SANAT YAPILARI
Çamlıhemşin
ve Hemşin çevrelerinde /bölümünde mimarinin en çok çeşitlilik gösteren ve
kentten kırsala kadar her yerde bolca örneklerine rastlanan daha geniş bir
çevrede görülebilen sanat yapılarıdır.
Hemşin Konakları tanıtmaya çalıştığımız kırsal mimari örneklerine de kentten
köye her yerde rastlamak mümkündür. Sanat yapıları da,kullanım amaçlarına göre
birkaç özellikte gruplanabilmektedir. Bunlar:Dini yapılar; Cami ve medreseler, kitabeler,Çeşmeler –Diğer
yapılar ; Kaleler ve Taş Kemer
Köprüler’dir.
Camiiler ve Türbeler;
Bölgedeki
camilerin ilçelerin merkezlerinde
olanları genellikle klasik Osmanlı Mimarisini yansıtmakla beraber, köylerdeki
camiler daha çok yöresel özellik göstermekle beraber her iki türün de ortak
yanları; duvarları taş yapı, iç mekanları ise ahşap olmasıdır. Camiler
yapılırken konut mimarisinin genel özellikleri esas alınmıştır. Yapı malzemesi
olarak ahşap ve taş malzeme kullanılmıştır. Çivisiz ahşap yığma tarzda
görülmeye değer nadide örnekler de vardır. (Hemşin’deki Bilen Köyü Camisi gibi)
Camiler; medrese ve kültürel yapılarla birlikte yapılan külliye biçiminde
olanları da bulunmaktadır.
Çamlıhemşin ; Şenköy camii ( İki katlı ,Zemin kat taş
duvarlı, esas kat bütünüyle ahşaptır. Geniş saçaklı olan caminin dört omuzlu
kiremit kaplı bir çatısı vardır. Ahşap süsleme mahfil korkuluğunda ve minberde
görülür.
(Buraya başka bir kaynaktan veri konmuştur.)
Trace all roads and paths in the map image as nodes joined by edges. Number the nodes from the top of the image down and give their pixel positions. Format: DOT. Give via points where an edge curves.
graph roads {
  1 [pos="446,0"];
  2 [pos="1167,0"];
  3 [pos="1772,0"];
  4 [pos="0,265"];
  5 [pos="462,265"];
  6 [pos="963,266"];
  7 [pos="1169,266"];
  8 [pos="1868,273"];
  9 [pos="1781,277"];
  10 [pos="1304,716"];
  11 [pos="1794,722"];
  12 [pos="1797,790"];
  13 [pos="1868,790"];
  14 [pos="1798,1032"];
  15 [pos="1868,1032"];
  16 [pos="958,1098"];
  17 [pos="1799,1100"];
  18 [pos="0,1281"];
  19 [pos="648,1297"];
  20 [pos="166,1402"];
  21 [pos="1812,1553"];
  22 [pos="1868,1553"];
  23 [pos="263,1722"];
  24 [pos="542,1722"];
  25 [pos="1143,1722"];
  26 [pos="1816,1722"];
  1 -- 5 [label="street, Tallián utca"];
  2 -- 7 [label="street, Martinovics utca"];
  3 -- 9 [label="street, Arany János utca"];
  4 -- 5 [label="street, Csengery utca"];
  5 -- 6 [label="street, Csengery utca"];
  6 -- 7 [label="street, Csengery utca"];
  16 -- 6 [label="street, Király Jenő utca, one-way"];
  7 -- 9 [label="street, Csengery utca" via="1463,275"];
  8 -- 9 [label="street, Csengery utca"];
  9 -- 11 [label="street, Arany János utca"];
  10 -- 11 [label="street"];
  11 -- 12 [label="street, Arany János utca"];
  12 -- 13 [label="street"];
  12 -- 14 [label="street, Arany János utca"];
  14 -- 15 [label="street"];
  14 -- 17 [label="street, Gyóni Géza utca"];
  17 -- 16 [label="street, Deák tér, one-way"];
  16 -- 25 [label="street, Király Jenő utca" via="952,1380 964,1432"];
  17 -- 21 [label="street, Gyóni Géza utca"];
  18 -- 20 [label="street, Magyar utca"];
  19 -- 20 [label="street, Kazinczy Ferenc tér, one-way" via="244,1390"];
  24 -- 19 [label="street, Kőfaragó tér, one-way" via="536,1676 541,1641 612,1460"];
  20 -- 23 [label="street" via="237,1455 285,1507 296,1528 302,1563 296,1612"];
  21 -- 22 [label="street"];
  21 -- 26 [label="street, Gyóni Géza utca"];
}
Nakış ve kalem işi süslemeler sadedir. Cami 1900 yılında yapılmıştır),
Aşağı Çamlıca camii (Taş duvarlı iki katlı, kırma çatılı bir yapıdır. Zemin kat
medrese olarak yapılmıştır. Dilimli kemerlerle taçlandırılan nişler ve üçgen aynalık,
sadeleştirilmiş bir barok üslubu izini taşır.) Hemşin ; Bilenköy Camii(Köyün
merkezinde iki katlı olarak yapılmıştır. Alt kat, kısmen ahşap duvarlı olarak
inşa edilmiş medrese bölümüdür. Bu katta iki bölümlü bir dershane ve bir hoca
odası bulunmaktadır. Dershanede taş ocaklar, eski sıra ve kürsü parçaları
mevcuttur), Hacıbalta camii,Yaltkaya Ali Çelebi Camii
-Tamamen Ahşap camii örneği : Hemşin-Bilenköy camii
-Solda Çat Köyünde Osmanlı Türkçesiyle yazılmış Kitabe,
-Sağda Rize Etnoğrafya Müzesindeki Koç Başlı heykel.(Balbal)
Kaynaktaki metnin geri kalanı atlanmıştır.